Fixpoint min_helper (best :nat) (l : list nat) : nat :=
match l with
  | nil => best
  | h::t => if h<?best then min_helper h t else min_helper best t
end.


Program Fixpoint edit_distance (s1 s2 : string) {measure (length s1+ length s2)} : nat :=
match s1, s2 with 
    | EmptyString , EmptyString => O
    | String char rest , EmptyString => length s1
    | EmptyString , String char rest => length s2
    | String char1 rest1 , String char2 rest2  =>  
                let choices : list nat :=  S ( edit_distance rest1 s2) :: S (edit_distance s1 rest2) :: nil   in 
                if (Ascii.eqb char1 char2) 
                        then  min_helper (edit_distance rest1 rest2 ) choices
                        else min_helper (S (edit_distance rest1 rest2)) choices
end.
Next Obligation.
intros. simpl. rewrite <- plus_n_Sm.    apply Lt.le_lt_n_Sm. reflexivity. Qed.
Next Obligation.
simpl. rewrite <- plus_n_Sm.    apply Lt.le_lt_n_Sm. apply PeanoNat.Nat.le_succ_diag_r. Qed.
Next Obligation. 
simpl. rewrite <- plus_n_Sm.    apply Lt.le_lt_n_Sm. apply PeanoNat.Nat.le_succ_diag_r. Qed.

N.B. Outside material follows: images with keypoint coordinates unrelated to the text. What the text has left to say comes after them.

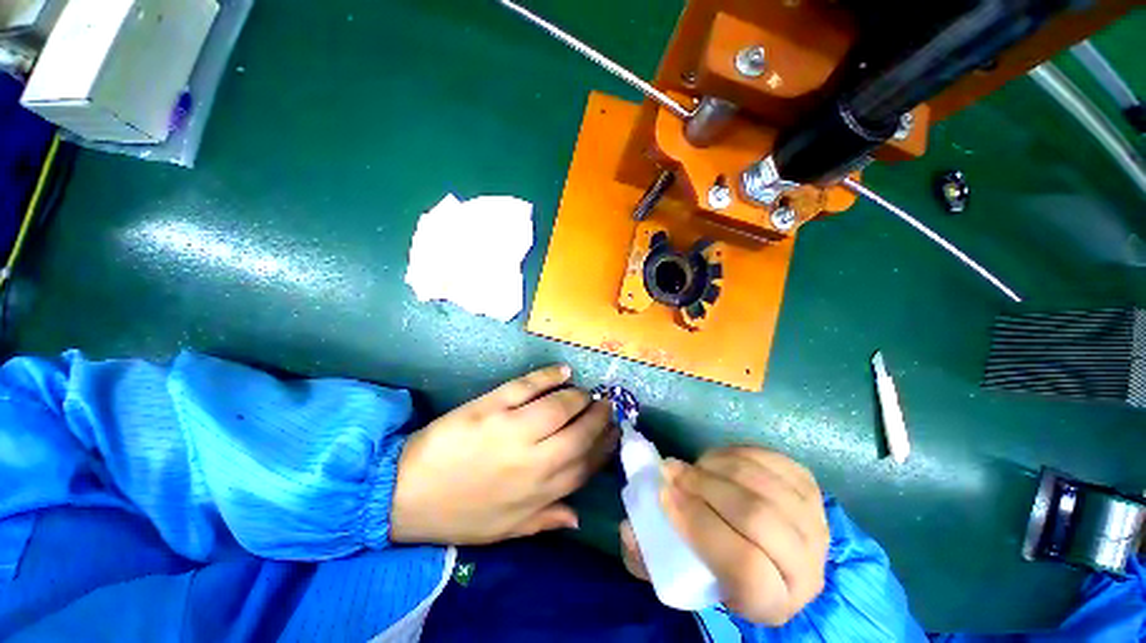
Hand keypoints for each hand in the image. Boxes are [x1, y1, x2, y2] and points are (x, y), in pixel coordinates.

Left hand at [389, 365, 617, 544]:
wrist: (405, 494)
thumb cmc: (458, 514)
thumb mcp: (504, 531)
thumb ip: (544, 521)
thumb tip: (577, 517)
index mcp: (539, 492)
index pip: (585, 466)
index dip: (605, 447)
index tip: (615, 433)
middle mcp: (534, 461)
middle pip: (580, 433)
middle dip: (599, 416)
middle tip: (606, 404)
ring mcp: (513, 430)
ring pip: (560, 406)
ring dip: (579, 396)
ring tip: (586, 391)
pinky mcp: (492, 407)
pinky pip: (529, 386)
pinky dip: (550, 375)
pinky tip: (563, 371)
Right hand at [620, 447, 828, 624]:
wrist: (770, 550)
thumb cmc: (719, 564)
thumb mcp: (682, 572)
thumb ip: (649, 557)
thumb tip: (629, 529)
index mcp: (774, 603)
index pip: (745, 566)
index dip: (699, 525)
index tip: (664, 495)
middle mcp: (806, 568)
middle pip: (757, 518)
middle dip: (704, 487)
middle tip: (671, 471)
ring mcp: (814, 522)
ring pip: (762, 484)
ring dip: (716, 467)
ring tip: (691, 466)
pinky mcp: (810, 488)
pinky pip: (769, 460)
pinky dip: (734, 454)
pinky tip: (715, 461)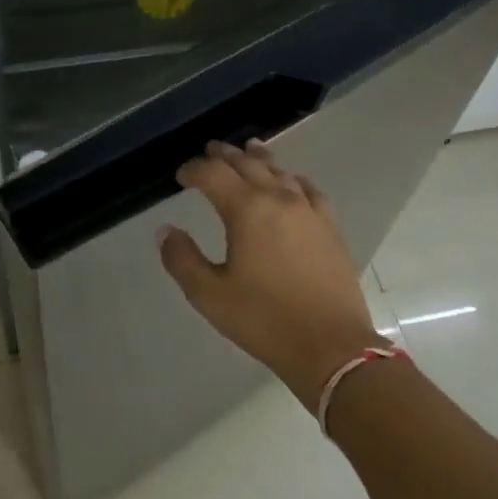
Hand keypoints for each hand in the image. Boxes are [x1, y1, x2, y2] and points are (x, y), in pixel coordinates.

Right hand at [159, 140, 388, 411]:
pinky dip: (294, 179)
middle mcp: (277, 198)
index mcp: (246, 210)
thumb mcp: (210, 296)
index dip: (193, 170)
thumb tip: (166, 231)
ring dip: (258, 159)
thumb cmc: (265, 320)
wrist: (332, 348)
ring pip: (279, 171)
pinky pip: (310, 190)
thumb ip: (182, 259)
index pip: (213, 174)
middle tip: (210, 150)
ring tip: (249, 150)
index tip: (181, 176)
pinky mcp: (330, 227)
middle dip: (225, 155)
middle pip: (247, 164)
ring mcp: (308, 210)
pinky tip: (293, 182)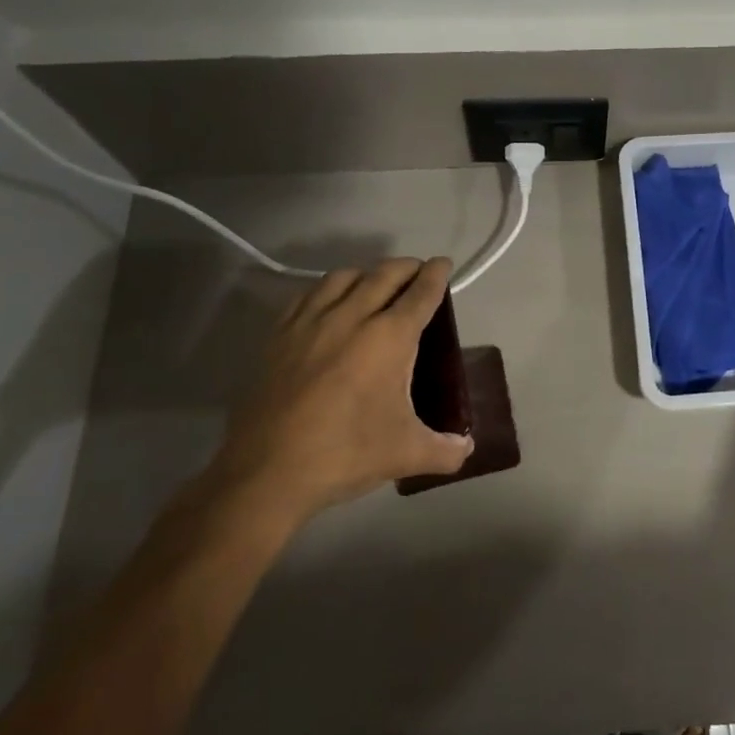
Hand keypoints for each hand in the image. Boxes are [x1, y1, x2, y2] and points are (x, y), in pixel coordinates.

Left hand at [212, 257, 472, 526]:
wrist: (267, 471)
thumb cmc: (346, 454)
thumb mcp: (406, 454)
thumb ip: (445, 450)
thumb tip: (467, 448)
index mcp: (389, 337)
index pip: (421, 293)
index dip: (436, 275)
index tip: (443, 264)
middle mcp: (352, 317)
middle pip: (384, 274)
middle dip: (406, 267)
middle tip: (418, 271)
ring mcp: (310, 323)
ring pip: (343, 277)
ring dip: (367, 273)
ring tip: (375, 284)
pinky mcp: (279, 336)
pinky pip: (307, 295)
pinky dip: (327, 289)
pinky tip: (328, 304)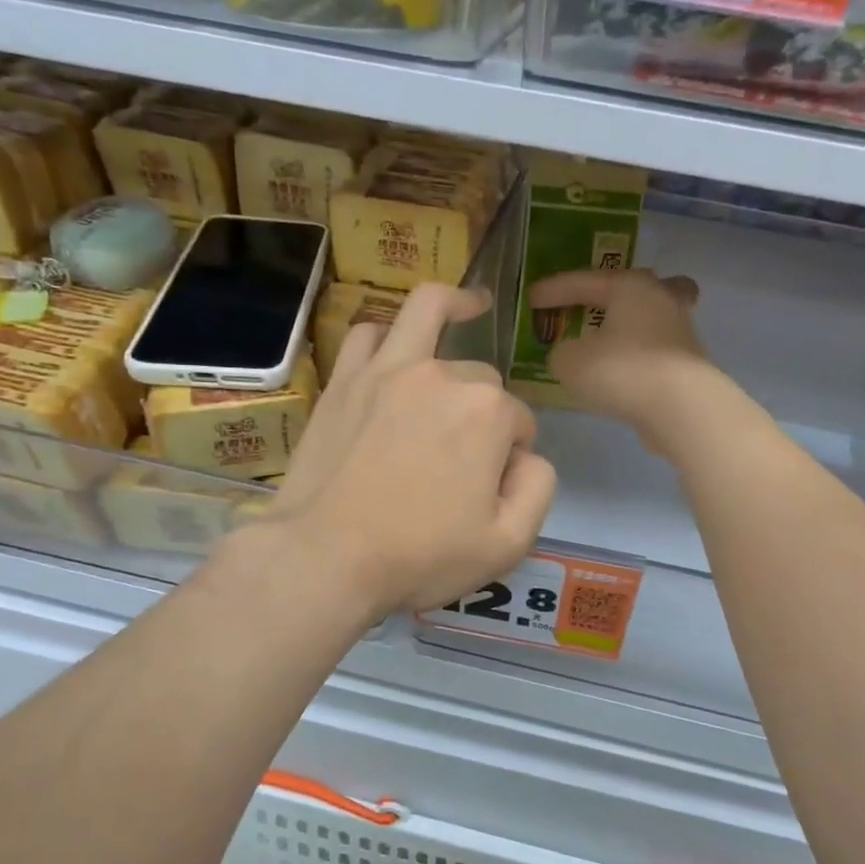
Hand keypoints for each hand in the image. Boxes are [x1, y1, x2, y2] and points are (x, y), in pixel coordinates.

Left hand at [264, 285, 556, 616]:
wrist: (325, 557)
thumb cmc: (421, 555)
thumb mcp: (508, 542)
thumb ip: (539, 486)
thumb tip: (528, 456)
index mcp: (487, 411)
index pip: (519, 423)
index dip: (514, 455)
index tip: (493, 489)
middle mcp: (441, 375)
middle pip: (481, 379)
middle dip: (486, 411)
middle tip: (464, 458)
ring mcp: (387, 370)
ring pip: (428, 311)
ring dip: (454, 306)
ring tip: (468, 307)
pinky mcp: (344, 380)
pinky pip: (368, 334)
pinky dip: (387, 335)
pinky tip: (393, 348)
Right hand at [528, 269, 710, 447]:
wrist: (682, 408)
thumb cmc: (622, 371)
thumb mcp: (570, 362)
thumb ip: (561, 353)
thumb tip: (569, 354)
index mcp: (631, 286)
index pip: (585, 281)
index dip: (555, 289)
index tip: (531, 298)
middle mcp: (661, 300)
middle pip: (637, 288)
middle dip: (614, 294)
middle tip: (594, 300)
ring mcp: (681, 333)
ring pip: (652, 319)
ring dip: (630, 327)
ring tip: (609, 340)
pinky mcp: (689, 366)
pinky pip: (656, 352)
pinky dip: (638, 357)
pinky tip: (624, 372)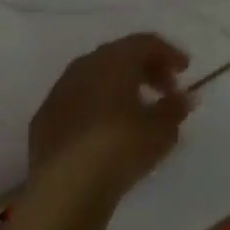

Theorem simpl_edit : forall (s1 s2: string), edit_distance s1 s2  = match s1, s2 with 
    | EmptyString , EmptyString => O
    | String char rest , EmptyString => length s1
    | EmptyString , String char rest => length s2
    | String char1 rest1 , String char2 rest2  =>  
                let choices : list nat :=  S ( edit_distance rest1 s2) :: S (edit_distance s1 rest2) :: nil   in 
                if (Ascii.eqb char1 char2) 
                        then  min_helper (edit_distance rest1 rest2 ) choices
                        else min_helper (S (edit_distance rest1 rest2)) choices
end.
Proof. intros.  induction s1.
  -  induction s2.
  -- reflexivity. 
  --  reflexivity. 
  -  induction s2. 
  --  reflexivity. 
  --  remember (a =? a0)%char as test. destruct test. 
  ---  (*Stuck??? Normally I would unfold edit_distance but the definition coq creates after unfold edit_distance ; unfold edit_distance_func is hard for me to reason about*)

Answer 1

You can instead use Function, which comes with Coq and produces a reduction lemma for you (this will actually also generate a graph as Inductive R_edit_distance in the vein of the alternative development you mention, but here it's quite gnarly—that might be because of my edits for concision)

Require Import String.
Require Import List.
Require Import PeanoNat.
Import ListNotations.
Require Import FunInd.
Require Recdef.

Fixpoint min_helper (best : nat) (l : list nat) : nat :=
  match l with
  | [] => best
  | h :: t => if h <? best then min_helper h t else min_helper best t
  end.

Function edit_distance
  (ss : string * string) (* unfortunately, Function only supports one decreasing argument *)
  {measure (fun '(s1, s2) => String.length s1 + String.length s2) ss} : nat :=
  match ss with 
  | (String char1 rest1 as s1, String char2 rest2 as s2)  =>
    let choices := [S (edit_distance (rest1, s2)); S (edit_distance (s1, rest2))] in 
    if Ascii.eqb char1 char2
      then min_helper (edit_distance (rest1, rest2)) choices
      else min_helper (S (edit_distance (rest1, rest2))) choices
  | (EmptyString, s) | (s, EmptyString) => String.length s
  end.
all: intros; simpl; rewrite Nat.add_succ_r; repeat constructor.
Qed.

Check edit_distance_equation. (* : forall ss : string * string, edit_distance ss = ... *)
Print R_edit_distance. (* Inductive R_edit_distance : string * string -> nat -> Prop := ... *)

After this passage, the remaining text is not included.